### Dataset entries
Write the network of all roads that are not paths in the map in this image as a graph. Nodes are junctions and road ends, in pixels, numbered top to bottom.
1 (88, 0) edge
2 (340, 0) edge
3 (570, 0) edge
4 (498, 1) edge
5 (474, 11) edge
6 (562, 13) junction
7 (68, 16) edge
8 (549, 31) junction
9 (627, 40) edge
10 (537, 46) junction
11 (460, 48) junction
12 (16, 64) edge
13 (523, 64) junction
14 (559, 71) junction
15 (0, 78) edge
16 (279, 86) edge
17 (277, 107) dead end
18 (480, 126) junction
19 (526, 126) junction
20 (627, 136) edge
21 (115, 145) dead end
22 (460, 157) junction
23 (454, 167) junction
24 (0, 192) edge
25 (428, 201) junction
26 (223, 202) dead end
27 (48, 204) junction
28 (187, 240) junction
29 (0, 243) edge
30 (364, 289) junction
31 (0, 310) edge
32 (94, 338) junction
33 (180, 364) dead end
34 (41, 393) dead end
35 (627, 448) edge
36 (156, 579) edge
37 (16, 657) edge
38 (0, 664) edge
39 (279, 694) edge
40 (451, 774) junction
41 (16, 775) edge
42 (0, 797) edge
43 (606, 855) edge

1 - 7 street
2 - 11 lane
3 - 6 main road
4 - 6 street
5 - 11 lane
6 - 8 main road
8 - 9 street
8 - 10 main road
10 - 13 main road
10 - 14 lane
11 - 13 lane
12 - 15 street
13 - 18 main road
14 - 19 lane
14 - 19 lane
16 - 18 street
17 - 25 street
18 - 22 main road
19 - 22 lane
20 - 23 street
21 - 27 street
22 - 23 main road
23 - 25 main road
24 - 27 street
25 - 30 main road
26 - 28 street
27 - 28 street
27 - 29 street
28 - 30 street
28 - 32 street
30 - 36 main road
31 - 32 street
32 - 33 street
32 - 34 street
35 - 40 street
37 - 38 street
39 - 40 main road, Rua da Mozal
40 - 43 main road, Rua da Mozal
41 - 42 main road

### Required action
Return the full data above, line for line.

### Answer to this task
Write the network of all roads that are not paths in the map in this image as a graph. Nodes are junctions and road ends, in pixels, numbered top to bottom.
1 (88, 0) edge
2 (340, 0) edge
3 (570, 0) edge
4 (498, 1) edge
5 (474, 11) edge
6 (562, 13) junction
7 (68, 16) edge
8 (549, 31) junction
9 (627, 40) edge
10 (537, 46) junction
11 (460, 48) junction
12 (16, 64) edge
13 (523, 64) junction
14 (559, 71) junction
15 (0, 78) edge
16 (279, 86) edge
17 (277, 107) dead end
18 (480, 126) junction
19 (526, 126) junction
20 (627, 136) edge
21 (115, 145) dead end
22 (460, 157) junction
23 (454, 167) junction
24 (0, 192) edge
25 (428, 201) junction
26 (223, 202) dead end
27 (48, 204) junction
28 (187, 240) junction
29 (0, 243) edge
30 (364, 289) junction
31 (0, 310) edge
32 (94, 338) junction
33 (180, 364) dead end
34 (41, 393) dead end
35 (627, 448) edge
36 (156, 579) edge
37 (16, 657) edge
38 (0, 664) edge
39 (279, 694) edge
40 (451, 774) junction
41 (16, 775) edge
42 (0, 797) edge
43 (606, 855) edge

1 - 7 street
2 - 11 lane
3 - 6 main road
4 - 6 street
5 - 11 lane
6 - 8 main road
8 - 9 street
8 - 10 main road
10 - 13 main road
10 - 14 lane
11 - 13 lane
12 - 15 street
13 - 18 main road
14 - 19 lane
14 - 19 lane
16 - 18 street
17 - 25 street
18 - 22 main road
19 - 22 lane
20 - 23 street
21 - 27 street
22 - 23 main road
23 - 25 main road
24 - 27 street
25 - 30 main road
26 - 28 street
27 - 28 street
27 - 29 street
28 - 30 street
28 - 32 street
30 - 36 main road
31 - 32 street
32 - 33 street
32 - 34 street
35 - 40 street
37 - 38 street
39 - 40 main road, Rua da Mozal
40 - 43 main road, Rua da Mozal
41 - 42 main road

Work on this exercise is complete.